What should we expect from our students?
Maybe two decades ago, my friend Thomas was working on his PhD thesis in quantum gravity. He had some awfully complicated equations to solve and started using a software application that allowed high-level algebraic manipulations. Thomas could solve in a few seconds equations that would take him days on paper and pen and with fewer chances of making a mistake!
But Thomas’ supervisor was not happy with his automated solution. He claimed he could not rely on the computer’s answer. However, I suspect that he had an unexpressed moral objection, a belief that using a computer to solve the problem was cheating. At last, the supervisor compromised: Thomas could use the application but must verify each answer in the traditional way. After a few months of outstanding progress, the supervisor dropped his demand, and Thomas was entirely free to rely on the computer.
This small drama exemplifies generational anxiety – the feeling that each generation has that the next one is taking a wrong turn.
We are at the edge of a tremendous source of generational anxiety: AI-generated texts. We have been outsourcing our work to machines (like Thomas with his equations) for decades. Nevertheless, we have started to let those machines take over the writing process for the first time. We are about to experience the biggest revolution in intellectual production since the invention of writing. We would be fools if we were not anxious.
ChatGPT is a sophisticated language model that can generate natural language responses to user-generated prompts. It has been trained on vast quantities of text data using a form of artificial intelligence called deep learning. As a result, ChatGPT can offer information on a wide range of topics and engage in a friendly dialogue with users. More importantly, the text it produces is similar to what a human might write.
No one can force the genie into the bottle: AI texts are here to stay
Students will use ChatGPT and other AI tools for writing their essays, research papers and personal statements. A small industry of detection software is already emerging. However, AI-text detectors are prone to false negatives and, worse, false positives.
Even if AI-text detection worked, how long would it take till the next AI language model beat it? Do we really want to be dragged into such an arms race?
Like many, I am also concerned about the unforeseeable consequences of AI texts. Something whispers that it is wrong; it is cheating. Maybe what scares me the most is that AI texts may render writing skills as outdated as knowing how to use log tables for multiplication.
But I am trying to be open-minded and not subside to generational anxiety. No one can force the genie into the bottle: AI texts are here to stay. We are fast-tracking toward a future of personal computer assistants that quickly answer any of our requests. And this is wonderful!
I should not worry that my students will abuse it. I should be happy about the new avenues these tools will open for their lives and careers. And I should accept that my ways of gauging right from wrong in intellectual production will soon be outdated.
The crucial question that bothers many is whether it is right to claim the authorship of an AI text. From any reasonable authorship definition, the answer is clearly no.
However, a more appropriate question might be whether claiming authorship of intellectual work reported through an AI text is right.
Then, I would be more willing to say yes.
Contemporary intellectual work is usually much more than writing. It requires conceptualisation, methodology design and investigation. We must handle data curation, validation and visualisation. We should ensure resources and software are available.

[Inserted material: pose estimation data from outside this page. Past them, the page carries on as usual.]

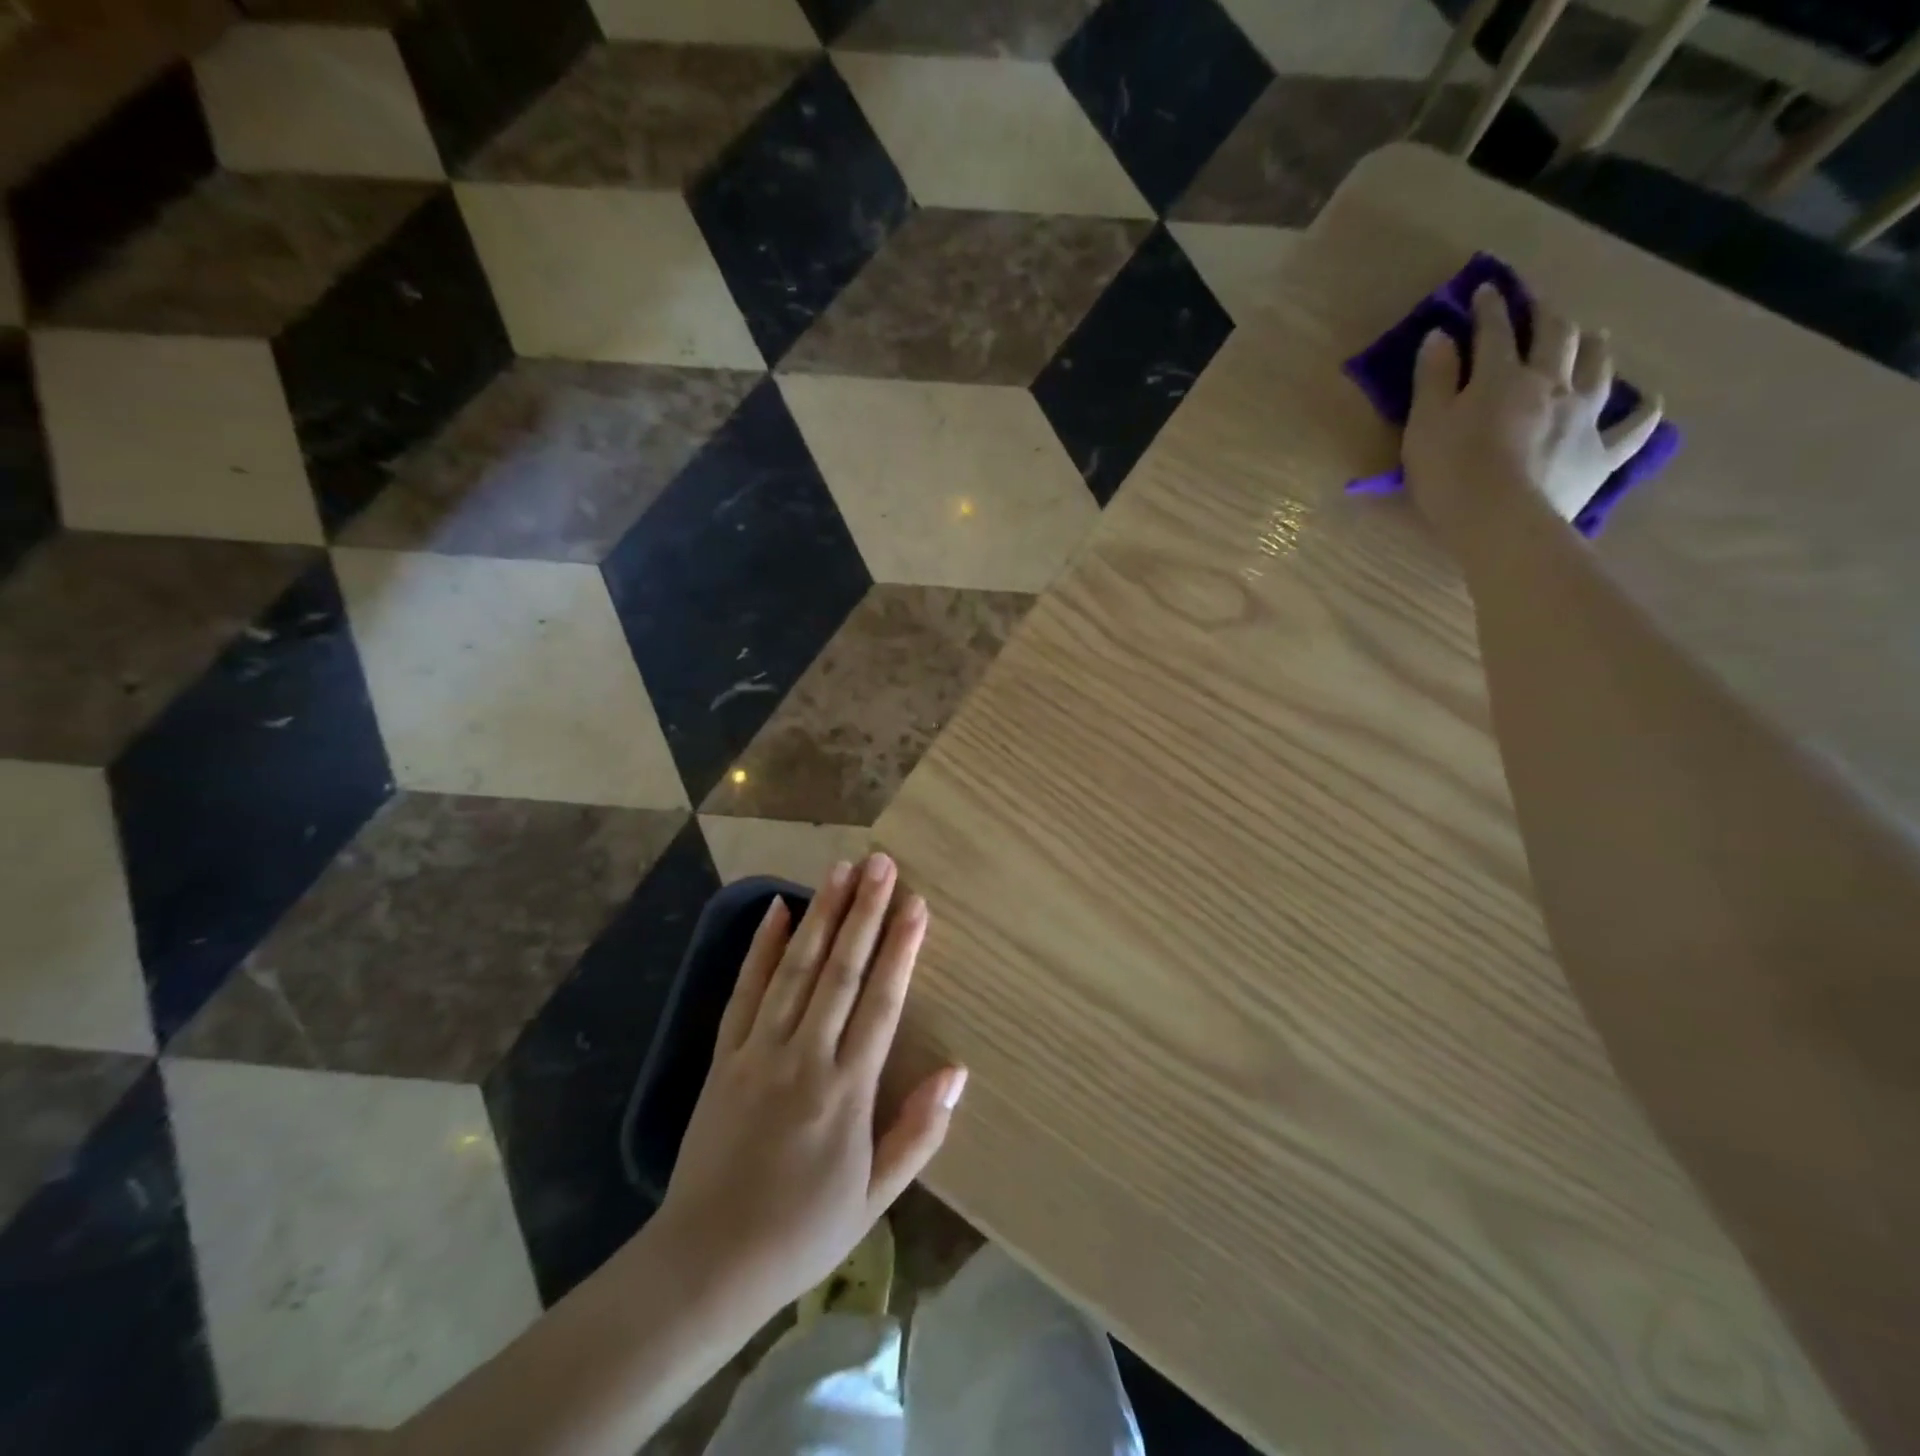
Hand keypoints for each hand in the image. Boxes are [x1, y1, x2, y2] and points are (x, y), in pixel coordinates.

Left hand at [649, 854, 965, 1325]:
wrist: (707, 1263)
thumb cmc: (802, 1232)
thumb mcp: (875, 1198)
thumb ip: (917, 1133)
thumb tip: (956, 1072)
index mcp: (846, 1091)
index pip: (881, 1003)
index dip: (900, 949)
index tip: (916, 904)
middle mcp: (804, 1057)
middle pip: (840, 971)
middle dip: (863, 912)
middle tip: (880, 863)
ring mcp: (759, 1051)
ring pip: (796, 970)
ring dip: (821, 916)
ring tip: (840, 870)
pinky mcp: (724, 1056)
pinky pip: (745, 991)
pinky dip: (762, 948)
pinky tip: (777, 910)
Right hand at [1403, 285, 1663, 551]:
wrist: (1503, 523)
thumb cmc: (1452, 476)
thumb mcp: (1425, 427)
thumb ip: (1432, 380)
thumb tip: (1440, 336)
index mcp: (1502, 378)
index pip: (1495, 331)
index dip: (1490, 308)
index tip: (1486, 290)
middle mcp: (1552, 385)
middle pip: (1558, 336)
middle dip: (1547, 316)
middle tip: (1540, 307)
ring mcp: (1584, 418)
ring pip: (1600, 367)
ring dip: (1596, 346)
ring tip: (1595, 336)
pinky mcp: (1600, 455)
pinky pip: (1633, 430)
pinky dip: (1645, 414)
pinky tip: (1652, 404)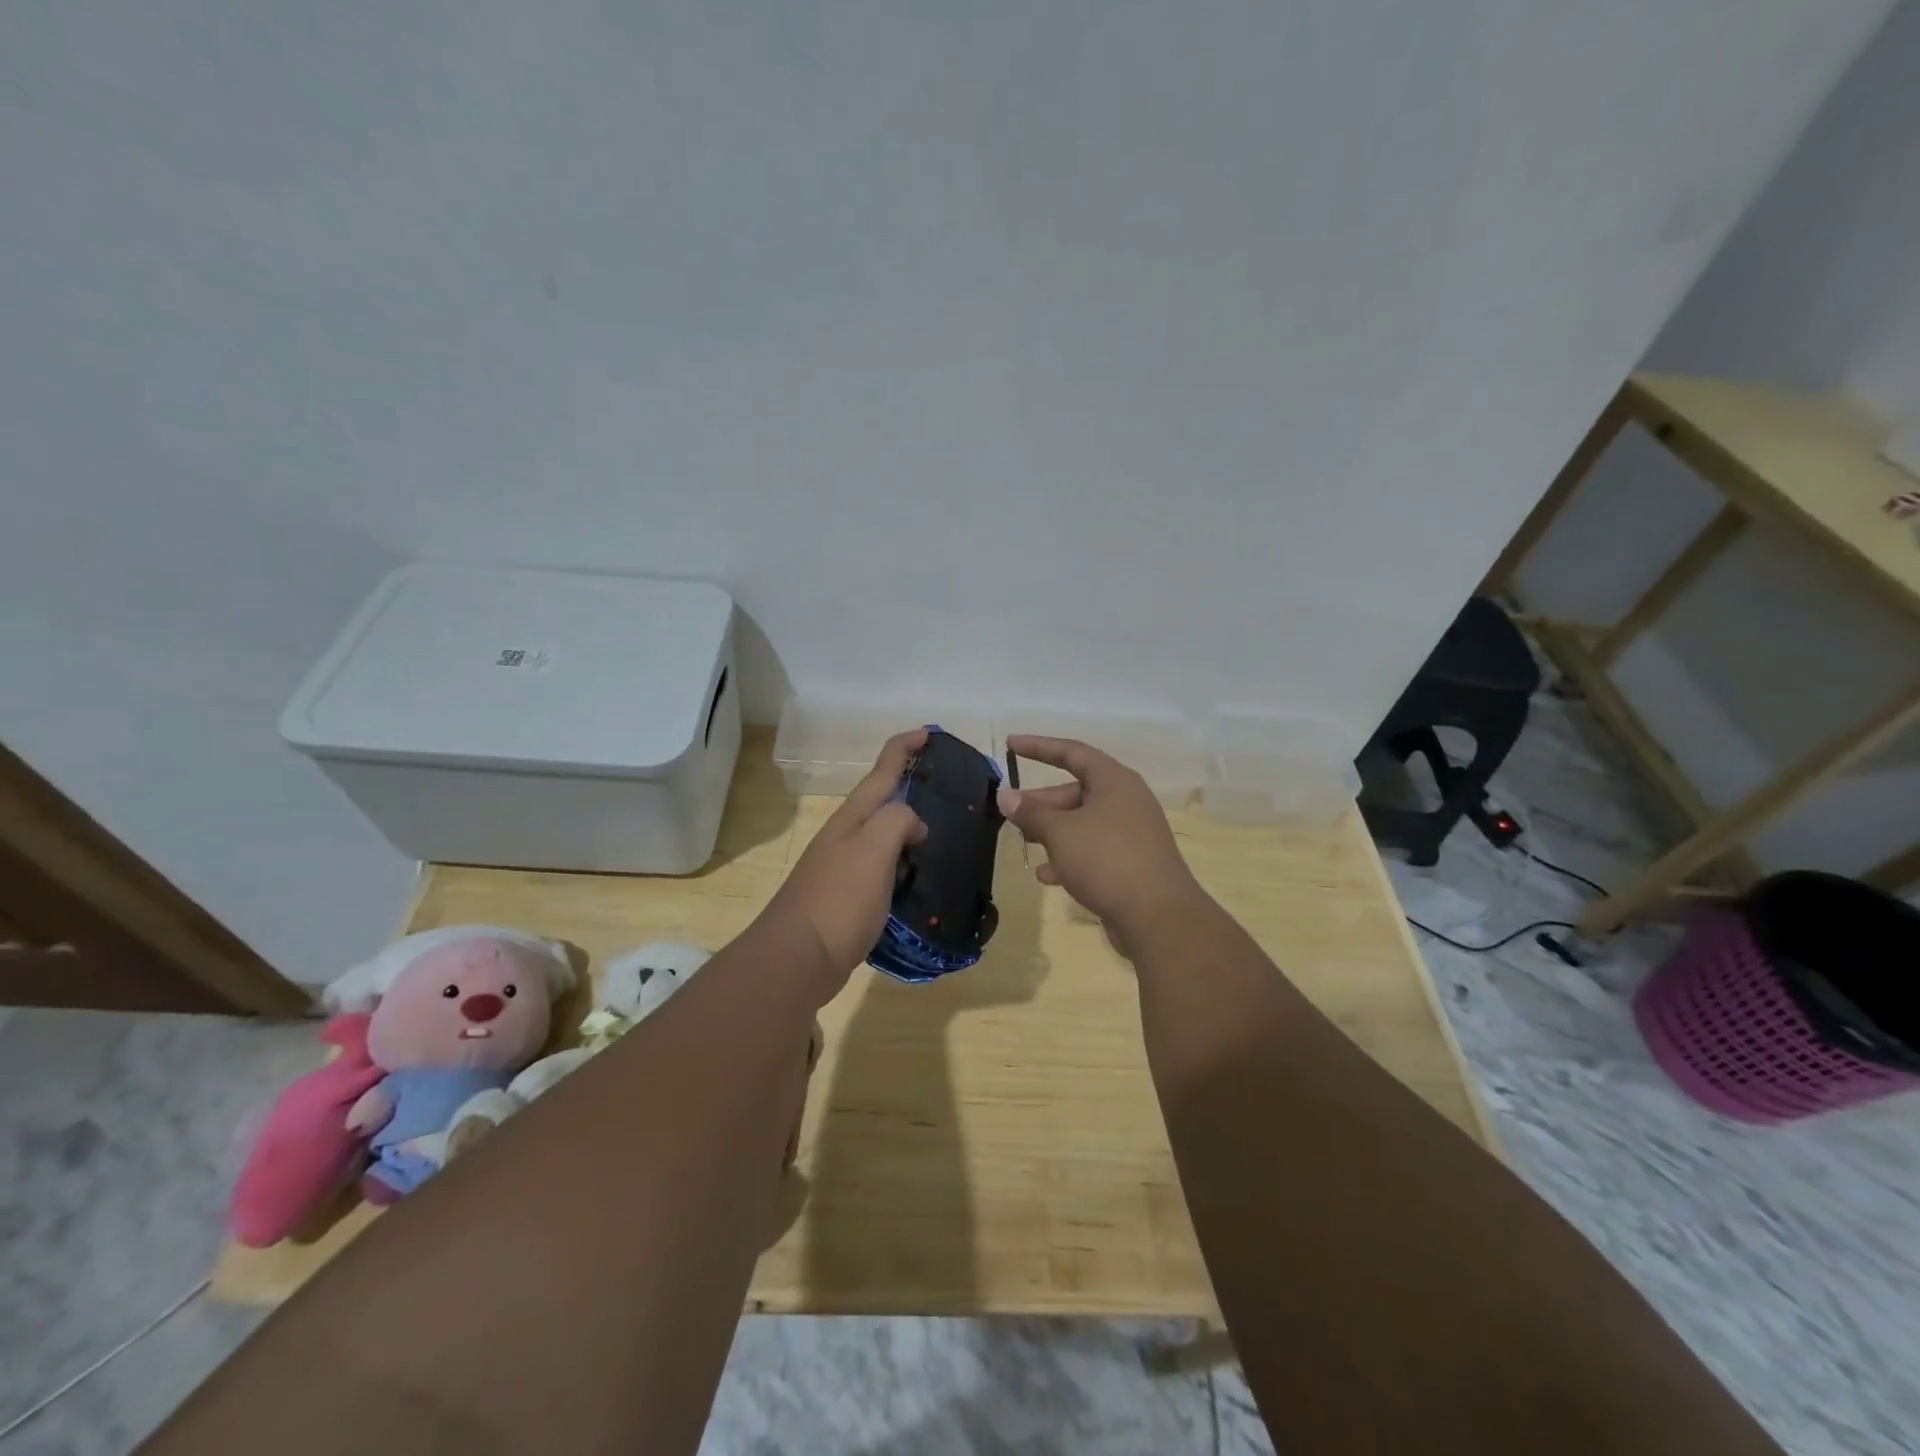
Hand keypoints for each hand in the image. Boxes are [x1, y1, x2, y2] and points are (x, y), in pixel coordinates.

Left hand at [759, 728, 928, 998]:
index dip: (904, 747)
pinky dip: (902, 863)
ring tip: (938, 833)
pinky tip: (916, 878)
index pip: (882, 771)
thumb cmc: (839, 899)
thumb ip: (898, 821)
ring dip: (906, 827)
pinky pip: (881, 867)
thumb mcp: (874, 850)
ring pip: (881, 835)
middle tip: (942, 787)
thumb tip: (914, 825)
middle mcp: (845, 836)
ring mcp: (842, 866)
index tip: (928, 732)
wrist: (797, 958)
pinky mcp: (846, 897)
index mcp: (852, 818)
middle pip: (880, 801)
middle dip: (907, 787)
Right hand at [998, 735, 1207, 949]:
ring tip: (1025, 843)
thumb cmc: (1106, 859)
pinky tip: (1048, 876)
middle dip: (1041, 802)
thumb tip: (1006, 796)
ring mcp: (1131, 833)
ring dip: (1052, 831)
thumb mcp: (1061, 832)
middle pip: (1076, 791)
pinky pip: (1093, 850)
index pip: (1072, 752)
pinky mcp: (1132, 863)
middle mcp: (1126, 801)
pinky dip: (1070, 857)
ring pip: (1083, 822)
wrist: (1158, 916)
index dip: (1039, 747)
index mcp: (1114, 781)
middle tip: (1011, 813)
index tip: (1010, 745)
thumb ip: (1031, 812)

Any project sinks if it cannot count on funding, administration and supervision. If everything goes well, we will finally write.
With so many activities involved, it is not surprising that many intellectual works have become a collective enterprise. You can legitimately be a paper author without contributing to its writing.
Indeed, many academics and academic publishers use the Contributor Roles Taxonomy system (or CRediT), which defines 14 roles typically played by researchers. A person is considered an author if assigned to any of these roles. If we accept that someone can be an author of a paper another person wrote, why can’t they be the author of a paper written by an AI?
Instead of fighting AI technology, we should embrace it and help the next generation use it ethically and optimally. Indeed, the most important lesson we can teach our students is accountability. If they sign an essay – whether written by them, a co-author or an AI – they are automatically responsible for its content. If it is wrong or causes physical damages, financial losses or moral injuries, they cannot claim ignorance.
To be the human in the room is a role they cannot abdicate from.